Sono state portate altre argomentazioni per giustificare l’evasione: essenzialmente la concorrenza degli operatori esteri. Anche in questo caso, la cosa da fare è di chiedere ai nostri politici di attivarsi su accordi internazionali e su leggi nazionali protezionistiche. Ho detto una parola impopolare: protezionismo. È da anni che ci siamo resi conto che la cosiddetta globalizzazione è solo un trucco per aprire le nostre frontiere (i nostri portafogli) ai prodotti tecnologici provenienti dagli Usa e ai prodotti di bassissima tecnologia - paccottiglia - provenienti dalla Cina e dintorni. Noi non abbiamo le tecnologie di punta; e per la paccottiglia il costo del nostro lavoro è superiore a quello delle fabbriche penitenziario dei paesi indietro socialmente e come standard di vita.

Possiamo subire passivamente oppure dire: basta - cioè applicare misure protezionistiche. Le quali misure presto dovranno essere applicate anche a altre tecniche di impoverimento della popolazione trentina (italiana): la «delocalizzazione» e la «estero-vestizione».

La delocalizzazione ha due varianti: nella prima la produzione (le fabbriche) di un dato bene viene spostata all’estero; ma - notate bene - la vendita rimane in gran parte in Italia. Detto in chiaro, gli stipendi li pagano all’estero, ma i soldi li vogliono da noi. Chi ha più di vent’anni ricorderà Benetton che produceva in Asia e Fiat che aveva messo fabbriche in Russia e Polonia. Nella seconda forma il giochino consiste nel mettere la sede legale dell’azienda in un paese con tassazione bassa. Il paese estero è contento perché incamera quelle tasse senza fornire nessun servizio. L’azienda paga poche tasse all’estero, vende a noi Italiani e quasi non paga tasse in Italia; ma usa tutti i servizi diretti e indiretti forniti dall’Italia.

La estero-vestizione è nella sostanza simile a questo secondo modo di fare la delocalizzazione: De Laurentis ci ha informato che una ditta di trasporti può fissare la sua base all’estero. La nazione ospitante fornisce una quantità di servizi limitatissima, incamera tasse con una aliquota inferiore a quella Italiana; ma a loro va bene perché è sempre meglio di zero.
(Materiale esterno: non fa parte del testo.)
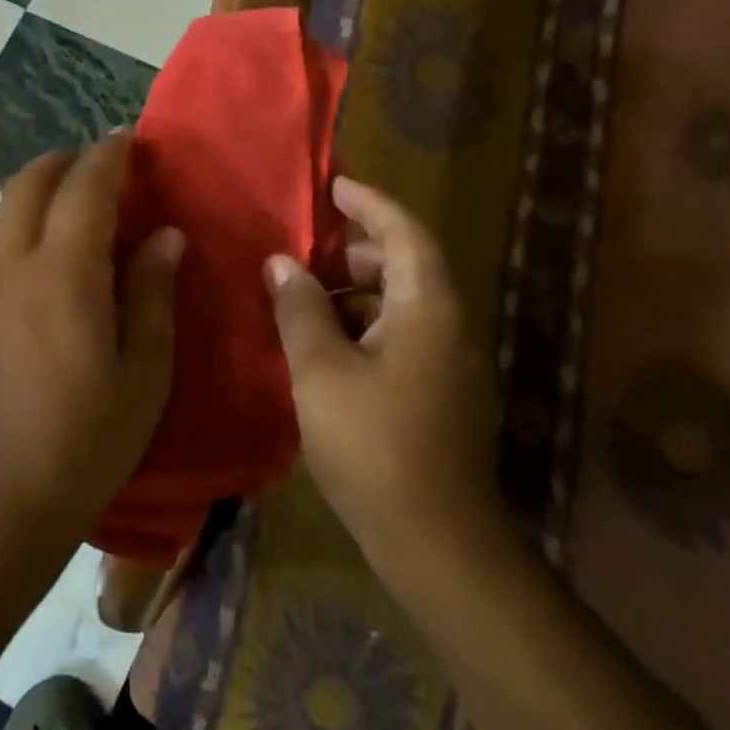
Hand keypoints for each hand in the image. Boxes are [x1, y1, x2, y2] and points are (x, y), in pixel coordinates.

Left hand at [0, 133, 182, 561]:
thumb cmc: (85, 440)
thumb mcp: (143, 371)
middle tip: (104, 166)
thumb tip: (164, 235)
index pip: (85, 187)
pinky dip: (19, 221)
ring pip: (3, 208)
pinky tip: (43, 253)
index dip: (109, 155)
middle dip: (67, 160)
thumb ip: (153, 292)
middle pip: (30, 182)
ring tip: (75, 204)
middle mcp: (11, 263)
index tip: (131, 140)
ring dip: (38, 188)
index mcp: (62, 272)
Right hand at [264, 176, 509, 578]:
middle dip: (356, 252)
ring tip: (304, 299)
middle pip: (405, 268)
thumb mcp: (321, 369)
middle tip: (307, 248)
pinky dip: (363, 328)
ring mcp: (448, 366)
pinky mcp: (439, 398)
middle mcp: (448, 328)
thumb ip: (299, 308)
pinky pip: (400, 339)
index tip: (335, 187)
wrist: (437, 543)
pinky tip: (323, 348)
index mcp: (427, 308)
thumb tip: (281, 262)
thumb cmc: (375, 444)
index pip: (405, 233)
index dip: (370, 204)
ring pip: (400, 307)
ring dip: (355, 294)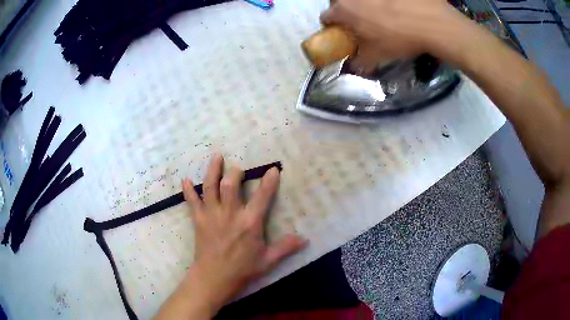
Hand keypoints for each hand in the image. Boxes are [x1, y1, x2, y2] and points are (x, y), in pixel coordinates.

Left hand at [181, 154, 305, 314]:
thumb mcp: (268, 261)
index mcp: (249, 223)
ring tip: (216, 156)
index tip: (273, 169)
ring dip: (212, 170)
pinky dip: (188, 190)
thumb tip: (305, 240)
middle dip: (234, 172)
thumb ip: (285, 247)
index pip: (262, 197)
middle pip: (229, 185)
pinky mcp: (198, 220)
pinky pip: (192, 201)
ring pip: (210, 187)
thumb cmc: (242, 270)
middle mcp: (230, 214)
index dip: (269, 182)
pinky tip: (185, 179)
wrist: (214, 278)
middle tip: (237, 169)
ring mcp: (212, 215)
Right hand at [321, 0, 468, 73]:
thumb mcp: (377, 56)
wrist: (431, 21)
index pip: (326, 17)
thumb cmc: (399, 38)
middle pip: (339, 2)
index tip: (342, 33)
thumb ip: (360, 62)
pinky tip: (395, 7)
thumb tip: (353, 67)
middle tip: (361, 22)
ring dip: (363, 4)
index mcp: (344, 11)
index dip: (332, 27)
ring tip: (380, 13)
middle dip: (346, 12)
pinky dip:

Abbiamo visto e subito qualcosa di simile in Trentino: una grossa catena di supermercati trentini ha spostato la sede legale a Bolzano, concordando per una tassazione più bassa; però il grosso delle loro vendite è ancora in Trentino. Per loro i trentini sono polli da spennare. In tutti i casi, questi furbetti usano i servizi forniti dall’Italia - cioè dalle tasse dei cittadini Italiani - e vendono il loro prodotto o servizio in Italia.

Manca un passaggio per capire tutto il meccanismo: da dove vengono i soldi che gli Italiani sborsano per avere quel prodotto o servizio?

Vengono dai nostri stipendi e pensioni, ma sempre di più dai nostri risparmi. L’esito finale di queste manovre illecite sarebbe l’impoverimento dei cittadini italiani (trentini). Se restassimo a guardare finirebbe solo quando il trentino medio arrivasse al reddito del cinese medio.

Rimedio: protezionismo.

La conclusione è già nella vostra mente: chiediamo ai nostri politici di modificare i modi di tassazione; chiediamo una lotta decisa e ferma all’evasione; chiediamo una serie di misure protezionistiche.

Spero solo che non arrivi un politico a raccontarcela che «è difficile».